4.16 DISTLM versus BEST/ BIOENV
On the face of it, the DISTLM routine might be thought of as playing a similar role to PRIMER’s BEST routine in the analysis of multivariate species data. More particularly, the BEST (BIOENV or BVSTEP) procedure in PRIMER is designed to find a combination of environmental variables which, together, result in resemblances among samples whose rank order best matches the rank order of the inter-sample resemblances arising from biological (species) data96. There are some important differences, however, between the BEST/BIOENV approach and models of a multivariate data cloud obtained using DISTLM.
First, DISTLM actually formally fits a linear model of the predictor (environmental) variables to the response (species) data cloud, in the space defined by the chosen resemblance measure. This means that the dissimilarities (or similarities) themselves are important here. They will define the shape and structure of the data cloud, so (as in PERMANOVA), the resemblance measure the user chooses is quite important. Indeed, although our ability to view the structure of this data cloud using unconstrained ordination (such as PCO) is necessarily imperfect, such an ordination should nevertheless be used to provide some information on whether there are any gross outliers, for example, which would make a linear modeling approach inappropriate. DISTLM does not assume anything specific about the shape of the data cloud, and any resemblance measure that is deemed appropriate for the nature of the data and hypotheses of interest can be used to construct it, but outliers or “high leverage” points97 in that space, if present, will tend to have a strong influence on the results.
The advantages of fitting a formal model using DISTLM are fairly clear. First, we achieve a direct quantitative partitioning of the multivariate variability that is explained by each of several environmental variables. Thus, we can determine how much of the variability is attributable to individual predictor variables (either acting alone or in pre-defined sets), and we can determine explicitly how much overlap there is in this explained variation. Of course, in order to do this, we have to be explicit about what we mean by “variation”, so that is where (and why) the choice of resemblance measure becomes so important.
Of course, DISTLM also has some clear limitations. First, despite the flexibility afforded by being able to choose any resemblance measure we wish as the basis of the analysis (so the models are usually not at all linear with respect to the original Y variables in the majority of cases), these models are strictly linear in the X variables. We can use polynomials of the X variables to get around this to some extent, but this is not the only potential issue. Another is that DISTLM’s reliance on the traditional partitioning approach means that we can run out of degrees of freedom if there are more predictor variables than there are samples. More particularly, in order to get sensible results, the largest possible full model is restricted to having q ≤ N – 1, at most. This is a simple consequence of it being possible to perfectly fit a linear model with (N – 1) parameters (variables) to N points (R$^2$ = 1.0). Although we can use criteria that are not strictly monotonic on R$^2$ with increases in predictor variables (such as adjusted R$^2$, AIC, AIC$_c$ or BIC), which will certainly help to find parsimonious models, all of the models fit by DISTLM partition the total variation using a linear function of the X’s and so will necessarily have this restriction of an upper bound on q.

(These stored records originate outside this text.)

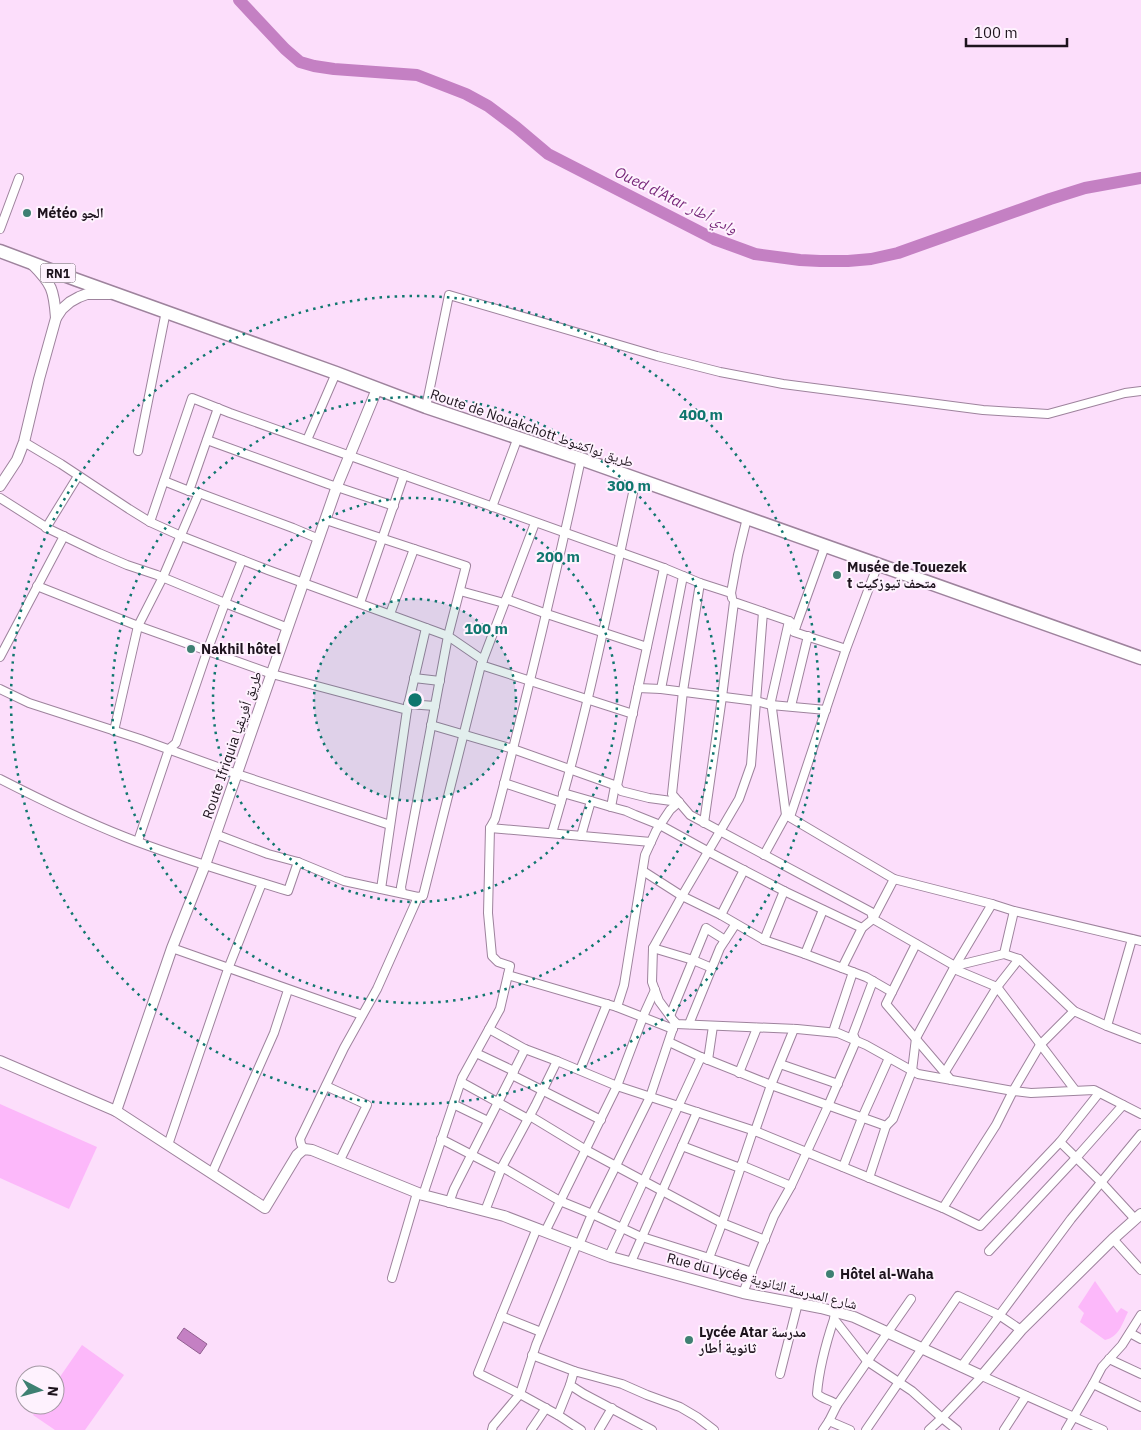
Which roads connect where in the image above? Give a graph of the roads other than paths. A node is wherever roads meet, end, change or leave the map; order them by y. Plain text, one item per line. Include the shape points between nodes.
1 (19, 178) dead end
2 (0, 229) edge
3 (0, 251) edge
4 (31, 263) junction
5 (116, 294) junction
6 (166, 312) junction
7 (56, 318) junction
8 (336, 373) junction
9 (377, 389) junction
10 (1141, 391) edge
11 (426, 407) junction
12 (218, 408) junction
13 (518, 437) junction
14 (207, 440) junction
15 (307, 440) junction
16 (24, 442) junction
17 (138, 451) dead end
18 (350, 455) junction
19 (581, 459) junction
20 (404, 475) junction
21 (78, 476) junction
22 (636, 479) junction
23 (164, 480) junction
24 (0, 486) edge
25 (337, 486) junction
26 (190, 491) junction
27 (200, 493) junction
28 (0, 498) edge
29 (394, 506) junction
30 (492, 507) junction
31 (747, 518) junction
32 (326, 520) junction
33 (150, 522) junction
34 (535, 523) junction
35 (46, 528) junction
36 (565, 534) junction
37 (64, 536) junction
38 (181, 536) junction
39 (319, 539) junction
40 (382, 540) junction
41 (825, 546) junction
42 (414, 549) junction
43 (620, 554) junction
44 (242, 560) junction
45 (878, 564) junction
46 (664, 568) junction
47 (683, 576) junction
48 (163, 577) junction
49 (304, 583) junction
50 (700, 583) junction
51 (37, 586) junction
52 (460, 591) junction
53 (731, 593) junction
54 (505, 601) junction
55 (734, 602) junction
56 (225, 603) junction
57 (360, 603) junction
58 (763, 612) junction
59 (390, 614) junction
60 (547, 614) junction
61 (793, 624) junction
62 (138, 626) junction
63 (288, 628) junction
64 (426, 628) junction
65 (602, 633) junction
66 (448, 636) junction
67 (808, 636) junction
68 (648, 647) junction
69 (846, 649) junction
70 (207, 650) junction
71 (0, 657) edge
72 (1141, 658) edge
73 (482, 663) junction
74 (272, 674) junction
75 (414, 678) junction
76 (440, 681) junction
77 (530, 681) junction
78 (638, 688) junction
79 (0, 689) edge
80 (661, 689) junction
81 (683, 691) junction
82 (722, 697) junction
83 (587, 699) junction
84 (756, 701) junction
85 (771, 705) junction
86 (435, 706) junction
87 (791, 706) junction
88 (407, 707) junction
89 (826, 710) junction
90 (633, 714) junction
91 (431, 724) junction
92 (114, 731) junction
93 (463, 734) junction
94 (169, 749) junction
95 (513, 749) junction
96 (569, 769) junction
97 (237, 774) junction
98 (0, 779) edge
99 (504, 784) junction
100 (616, 786) junction
101 (563, 793) junction
102 (591, 801) junction
103 (561, 802) junction
104 (679, 802) junction
105 (610, 807) junction
106 (788, 816) junction
107 (704, 823) junction
108 (390, 825) junction
109 (660, 825) junction
110 (490, 828) junction
111 (720, 832) junction
112 (552, 833) junction
113 (215, 834) junction
114 (581, 836) junction
115 (138, 841) junction
116 (651, 842) junction
117 (709, 852) junction
118 (764, 855) junction
119 (298, 862) junction
120 (205, 865) junction
121 (744, 870) junction
122 (643, 872) junction
123 (894, 879) junction
124 (262, 883) junction
125 (381, 889) junction
126 (784, 891) junction
127 (402, 893) junction
128 (682, 896) junction
129 (418, 897) junction
130 (992, 904) junction
131 (824, 910) junction
132 (1014, 911) junction
133 (721, 915) junction
134 (872, 919) junction
135 (735, 925) junction
136 (862, 928) junction
137 (1132, 939) junction
138 (725, 940) junction
139 (764, 940) junction
140 (1141, 941) edge
141 (916, 944) junction
142 (172, 948) junction
143 (653, 948) junction
144 (805, 954) junction
145 (1004, 954) junction
146 (1019, 958) junction
147 (693, 960) junction
148 (228, 968) junction
149 (712, 968) junction
150 (842, 968) junction
151 (954, 968) junction
152 (853, 972) junction
153 (508, 975) junction
154 (873, 981) junction
155 (997, 987) junction
156 (288, 990) junction
157 (655, 990) junction
158 (892, 992) junction
159 (607, 1004) junction
160 (617, 1007) junction
161 (1074, 1011) junction
162 (362, 1015) junction
163 (643, 1018) junction
164 (673, 1022) junction
165 (689, 1024) junction
166 (713, 1026) junction
167 (1107, 1026) junction
168 (757, 1028) junction
169 (489, 1029) junction
170 (794, 1029) junction
171 (833, 1032) junction
172 (916, 1038) junction
173 (1141, 1039) edge
174 (856, 1041) junction
175 (669, 1042) junction
176 (1040, 1045) junction
177 (525, 1049) junction
178 (476, 1053) junction
179 (889, 1058) junction
180 (704, 1059) junction
181 (0, 1061) edge
182 (557, 1061) junction
183 (780, 1064) junction
184 (580, 1070) junction
185 (912, 1071) junction
186 (944, 1072) junction
187 (513, 1073) junction
188 (739, 1073) junction
189 (951, 1080) junction
190 (460, 1082) junction
191 (838, 1084) junction
192 (771, 1085) junction
193 (326, 1086) junction
194 (617, 1086) junction
195 (1075, 1090) junction
196 (542, 1091) junction
197 (1013, 1091) junction
198 (1099, 1093) junction
199 (650, 1097) junction
200 (497, 1102) junction
201 (453, 1104) junction
202 (1123, 1105) junction
203 (828, 1106) junction
204 (678, 1107) junction
205 (116, 1111) junction
206 (696, 1112) junction
207 (1141, 1114) edge
208 (529, 1118) junction
209 (862, 1118) junction
210 (601, 1120) junction
211 (488, 1121) junction
212 (886, 1126) junction
213 (755, 1131) junction
214 (1141, 1134) edge
215 (441, 1139) junction
216 (1060, 1142) junction
217 (168, 1145) junction
218 (682, 1146) junction
219 (304, 1148) junction
220 (586, 1150) junction
221 (806, 1152) junction
222 (472, 1155) junction
223 (1076, 1158) junction
224 (340, 1160) junction
225 (617, 1166) junction
226 (741, 1166) junction
227 (843, 1167) junction
228 (502, 1168) junction
229 (212, 1173) junction
230 (869, 1178) junction
231 (644, 1180) junction
232 (1101, 1182) junction
233 (791, 1186) junction
234 (662, 1190) junction
235 (420, 1194) junction
236 (560, 1201) junction
237 (450, 1202) junction
238 (943, 1208) junction
239 (485, 1211) junction
240 (592, 1214) junction
241 (1138, 1216) edge
242 (722, 1223) junction
243 (621, 1228) junction
244 (541, 1230) junction
245 (642, 1237) junction
246 (1113, 1239) junction
247 (765, 1240) junction
248 (578, 1244) junction
249 (989, 1251) dead end
250 (609, 1256) junction
251 (709, 1258) junction
252 (631, 1262) junction
253 (1141, 1270) edge
254 (752, 1272) junction
255 (392, 1278) dead end
256 (743, 1293) junction
257 (911, 1299) dead end
258 (798, 1303) junction
259 (834, 1315) junction
260 (999, 1315) junction
261 (1141, 1315) edge
262 (500, 1316) junction
263 (1021, 1330) junction
264 (541, 1332) junction
265 (888, 1333) junction
266 (1130, 1333) junction
267 (1141, 1339) edge
268 (922, 1348) junction
269 (532, 1355) junction
270 (1109, 1359) junction
271 (867, 1361) junction
272 (962, 1367) junction
273 (574, 1371) junction
274 (780, 1374) dead end
275 (1141, 1374) edge
276 (982, 1376) junction
277 (899, 1382) junction
278 (1094, 1384) junction
279 (570, 1385) junction
280 (520, 1394) junction
281 (1026, 1396) junction
282 (836, 1405) junction
283 (1141, 1407) edge
284 (546, 1408) junction
285 (612, 1408) junction
286 (558, 1415) junction
287 (1073, 1417) junction
288 (942, 1418) junction
289 (829, 1421) junction
290 (492, 1430) edge
291 (531, 1430) edge
292 (582, 1430) edge
293 (599, 1430) edge
294 (652, 1430) edge
295 (714, 1430) edge
296 (824, 1430) edge
297 (850, 1430) edge
298 (866, 1430) edge
299 (929, 1430) edge
300 (957, 1430) edge
301 (1004, 1430) edge
302 (1066, 1430) edge
303 (1103, 1430) edge

1 - 2 street
3 - 4 highway, Route de Nouakchott طريق نواكشوط / RN1
4 - 5 highway, Route de Nouakchott طريق نواكشوط / RN1
4 - 7 street via 51,286
5 - 6 highway, Route de Nouakchott طريق نواكشوط / RN1
5 - 7 street via 97,293 79,297 66,305
6 - 8 highway, Route de Nouakchott طريق نواكشوط / RN1
6 - 17 street
7 - 16 street
8 - 9 highway, Route de Nouakchott طريق نواكشوط / RN1
8 - 15 street
9 - 11 highway, Route de Nouakchott طريق نواكشوط / RN1
9 - 18 street, Route Ifriquia طريق أفريقيا
10 - 11 street via 1048,414 983,410 783,384 657,356 449,295
11 - 13 highway, Route de Nouakchott طريق نواكشوط / RN1
12 - 14 street
12 - 15 street
12 - 23 street via 192,398
13 - 19 highway, Route de Nouakchott طريق نواكشوط / RN1
13 - 30 street
14 - 25 street
14 - 26 street
15 - 18 street
16 - 21 street
16 - 24 street
18 - 20 street
18 - 25 street, Route Ifriquia طريق أفريقيا
19 - 22 highway, Route de Nouakchott طريق نواكشوط / RN1
19 - 36 street
20 - 29 street
20 - 30 street
21 - 33 street
21 - 35 street
22 - 31 highway, Route de Nouakchott طريق نواكشوط / RN1
22 - 43 street
23 - 26 street
23 - 33 street
25 - 29 street
25 - 32 street, Route Ifriquia طريق أفريقيا
26 - 27 street
27 - 38 street
27 - 39 street
28 - 35 street
29 - 40 street
30 - 34 street
31 - 41 highway, Route de Nouakchott طريق نواكشوط / RN1
31 - 53 street
32 - 39 street, Route Ifriquia طريق أفريقيا
32 - 40 street
33 - 38 street
34 - 36 street
34 - 54 street
35 - 37 street
36 - 43 street
36 - 60 street
37 - 48 street via 126,565
37 - 51 street
38 - 44 street
38 - 48 street
39 - 49 street, Route Ifriquia طريق أفريقيا
40 - 42 street
40 - 57 street
41 - 45 highway, Route de Nouakchott طريق نواكشوط / RN1
41 - 61 street
42 - 52 street via 466,566
42 - 59 street
43 - 46 street
43 - 65 street
44 - 49 street
44 - 56 street
45 - 69 street
45 - 72 highway, Route de Nouakchott طريق نواكشوط / RN1
46 - 47 street
46 - 68 street
47 - 50 street
47 - 80 street
48 - 56 street
48 - 62 street
49 - 57 street
49 - 63 street, Route Ifriquia طريق أفريقيا
50 - 53 street
50 - 81 street
51 - 62 street
51 - 71 street
52 - 54 street
52 - 66 street
53 - 55 street
54 - 60 street
54 - 73 street
55 - 58 street
55 - 82 street
56 - 63 street
56 - 70 street
57 - 59 street
58 - 61 street
58 - 84 street
59 - 64 street
60 - 65 street
60 - 77 street
61 - 67 street via 794,632
61 - 85 street
62 - 70 street
62 - 92 street
63 - 74 street, Route Ifriquia طريق أفريقيا
64 - 66 street
64 - 75 street
65 - 68 street
65 - 83 street
66 - 73 street
66 - 76 street
67 - 69 street
67 - 87 street
68 - 78 street
69 - 89 street
70 - 74 street
70 - 94 street via 176,743
73 - 77 street
73 - 93 street
74 - 88 street
74 - 97 street, Route Ifriquia طريق أفريقيا
75 - 76 street
75 - 88 street
76 - 86 street
77 - 83 street
77 - 95 street
78 - 80 street
78 - 90 street
79 - 92 street via 29,703
80 - 81 street
81 - 82 street
81 - 104 street via 672,794
82 - 84 street
82 - 107 street
83 - 90 street
83 - 96 street
84 - 85 street
84 - 111 street via 751,765 739,799
85 - 87 street
85 - 106 street
86 - 88 street
86 - 91 street
87 - 89 street
88 - 108 street
89 - 106 street
90 - 100 street
91 - 93 street
91 - 127 street
92 - 94 street
93 - 95 street
93 - 129 street via 423,896
94 - 97 street
94 - 115 street
95 - 96 street
95 - 99 street
96 - 100 street
96 - 101 street
97 - 108 street
97 - 113 street, Route Ifriquia طريق أفريقيا
98 - 115 street via 53,806
99 - 103 street
99 - 110 street
100 - 104 street via 621,791
100 - 105 street
101 - 102 street
101 - 103 street
102 - 105 street
102 - 114 street
103 - 112 street
104 - 107 street via 690,815
104 - 109 street
105 - 109 street
106 - 118 street
106 - 123 street
107 - 111 street
108 - 125 street
109 - 116 street
109 - 117 street
110 - 112 street
110 - 153 street via 488,913 492,956 510,966
111 - 117 street
111 - 118 street
112 - 114 street
113 - 119 street
113 - 120 street, Route Ifriquia طريق أفريقيا
114 - 116 street
115 - 120 street
116 - 122 street
117 - 121 street
117 - 128 street
118 - 134 street via 871,912
119 - 124 street via 288,891
119 - 125 street via 344,881
120 - 124 street
120 - 142 street, Route Ifriquia طريق أفريقيا
121 - 126 street
121 - 133 street
122 - 128 street
122 - 160 street via 624,985
123 - 130 street
123 - 134 street
124 - 148 street
125 - 127 street
126 - 131 street
126 - 139 street
127 - 129 street
128 - 133 street
128 - 143 street
129 - 162 street
130 - 132 street
130 - 151 street
131 - 136 street
131 - 144 street
132 - 137 street
132 - 145 street
133 - 135 street
134 - 136 street
134 - 141 street
135 - 138 street
135 - 139 street
136 - 150 street
137 - 140 street
137 - 167 street
138 - 147 street via 706,928
138 - 149 street
139 - 144 street
141 - 151 street
141 - 158 street
142 - 148 street
142 - 205 street, Route Ifriquia طريق أفريقيا
143 - 147 street
143 - 157 street via 652,982
144 - 150 street
145 - 146 street
145 - 151 street
146 - 155 street
146 - 161 street
147 - 149 street
147 - 164 street
148 - 156 street
148 - 217 street
149 - 165 street
150 - 152 street
151 - 155 street
151 - 172 street
152 - 154 street
152 - 171 street
153 - 159 street
153 - 169 street via 500,1009
154 - 158 street
154 - 174 street via 853,1034
155 - 176 street
155 - 186 street
156 - 162 street
156 - 229 street via 274,1033
157 - 163 street
157 - 164 street
158 - 172 street via 886,1004
159 - 160 street
159 - 184 street
160 - 163 street
161 - 167 street
161 - 176 street
162 - 193 street
163 - 164 street
163 - 194 street
164 - 165 street
164 - 175 street
165 - 166 street
166 - 168 street
166 - 180 street
167 - 173 street
168 - 170 street
168 - 188 street
169 - 177 street
169 - 178 street
170 - 171 street
170 - 183 street
171 - 174 street
172 - 185 street
172 - 186 street
174 - 179 street
174 - 191 street
175 - 180 street
175 - 199 street
176 - 195 street
176 - 197 street
177 - 182 street
177 - 187 street
178 - 187 street
178 - 190 street
179 - 185 street
179 - 209 street
180 - 188 street
180 - 204 street
181 - 205 street
182 - 184 street
182 - 196 street
183 - 191 street
183 - 192 street
184 - 194 street
185 - 189 street
185 - 212 street via 893,1119
186 - 189 street
187 - 196 street
187 - 200 street
188 - 192 street
189 - 197 street
190 - 200 street
190 - 201 street
191 - 203 street
192 - 203 street
192 - 213 street
193 - 219 street via 300,1139
193 - 224 street via 367,1105
194 - 199 street
194 - 210 street
195 - 197 street
195 - 198 street
196 - 208 street
196 - 210 street
197 - 238 street via 996,1125
198 - 202 street
198 - 216 street
199 - 204 street
199 - 225 street
200 - 208 street
200 - 211 street
201 - 211 street
201 - 215 street
202 - 207 street
202 - 223 street
203 - 209 street
203 - 221 street
204 - 206 street
204 - 231 street
205 - 217 street
206 - 213 street
206 - 218 street
208 - 220 street
208 - 228 street
209 - 212 street
209 - 227 street
210 - 220 street
211 - 222 street
212 - 230 street
213 - 221 street
213 - 226 street
214 - 232 street
215 - 222 street
215 - 235 street
216 - 223 street
216 - 238 street via 980,1226
217 - 229 street
218 - 226 street
218 - 234 street
219 - 224 street, Rue du Lycée شارع المدرسة الثانوية
219 - 229 street via 265,1208
220 - 225 street
220 - 236 street
221 - 227 street
221 - 233 street
222 - 228 street
222 - 237 street
223 - 232 street
223 - 249 street
224 - 235 street, Rue du Lycée شارع المدرسة الثانوية
225 - 231 street
225 - 240 street
226 - 233 street
226 - 242 street
227 - 230 street
228 - 236 street
228 - 239 street
230 - 238 street
231 - 234 street
231 - 243 street
232 - 241 street
232 - 260 street
233 - 247 street
234 - 242 street
234 - 245 street
235 - 237 street, Rue du Lycée شارع المدرسة الثانوية
235 - 255 street
236 - 240 street
236 - 244 street
237 - 239 street, Rue du Lycée شارع المدرسة الثانوية
239 - 244 street, Rue du Lycée شارع المدرسة الثانوية
240 - 243 street
240 - 248 street
241 - 246 street
242 - 247 street
242 - 251 street
243 - 245 street
243 - 250 street
244 - 248 street, Rue du Lycée شارع المدرسة الثانوية
244 - 262 street
245 - 251 street
245 - 252 street
246 - 253 street
246 - 263 street
247 - 254 street
248 - 250 street, Rue du Lycée شارع المدرسة الثانوية
248 - 264 street
250 - 252 street, Rue du Lycée شارع المدرسة الثانوية
251 - 254 street
252 - 256 street, Rue du Lycée شارع المدرسة الثانوية
254 - 256 street
256 - 258 street, Rue du Lycée شارع المدرسة الثانوية
257 - 265 street
258 - 259 street, Rue du Lycée شارع المدرسة الثانوية
258 - 274 street
259 - 265 street, Rue du Lycée شارع المدرسة الثانوية via 854,1317
259 - 271 street
259 - 282 street via 818,1381 818,1394
260 - 263 street
260 - 268 street via 958,1296
260 - 272 street
261 - 266 street
262 - 264 street
262 - 280 street via 478,1373
263 - 276 street
264 - 269 street
265 - 268 street, Rue du Lycée شارع المدرسة الثانوية
265 - 271 street
266 - 267 street
266 - 270 street
268 - 272 street, Rue du Lycée شارع المدرسة الثانوية
268 - 277 street
269 - 273 street
269 - 280 street
270 - 275 street
270 - 278 street
271 - 277 street
271 - 282 street
272 - 276 street, Rue du Lycée شارع المدرسة الثانوية
273 - 279 street
273 - 295 street via 622,1384 680,1407
276 - 281 street
276 - 288 street
277 - 288 street
277 - 298 street
278 - 283 street
278 - 287 street
279 - 285 street
279 - 286 street
280 - 284 street
280 - 290 street
281 - 287 street
281 - 301 street
282 - 289 street
284 - 286 street
284 - 291 street
285 - 293 street
285 - 294 street
286 - 292 street
287 - 302 street
287 - 303 street
288 - 299 street
288 - 300 street
289 - 296 street
289 - 297 street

In contrast, the BEST/BIOENV procedure arises out of the purely non-parametric approach inherent in the majority of the routines already available in PRIMER, such as non-metric MDS and ANOSIM. The differences between DISTLM and BIOENV are therefore directly analogous to many of the differences between PERMANOVA and ANOSIM already discussed in chapter 1. In essence, the BEST/BIOENV procedure does not attempt to model the data cloud at all, but rather tries to find the best possible rank-order match between the inter-point dissimilarities and the inter-point distances derived from sets of environmental variables. The criterion used for this matching is either a Spearman or a Kendall rank correlation, so it is only the rank orders of the resemblances that are being considered. There are several advantages to this approach. First, we can have as many variables as we want in either of the original matrices. The “matching” is being done on the basis of rank resemblances only, so there is simply no limit to how many original variables may be used to calculate either the species resemblances or environmental distance matrices. Second, the rank correlation (whether we use Spearman, weighted Spearman or Kendall) yields a criterion for the success of the match which (unlike R$^2$) is not monotonically related to the number of variables in the environmental data matrix at all. In fact, the inclusion of variables that do nothing to enhance the match will clearly cause a decrease in rank correlation. This criterion has intuitive appeal for identifying parsimonious sets of environmental variables that produce patterns among samples that are similar to the patterns produced among those same samples using the biotic data. Furthermore, the permutation test associated with the BEST/BIOENV routine includes the selection step with each permutation. This is really rather neat and allows the user validly to test the significance of the relationship between the two matrices given that some effort has gone into selecting environmental variables that will provide a good match.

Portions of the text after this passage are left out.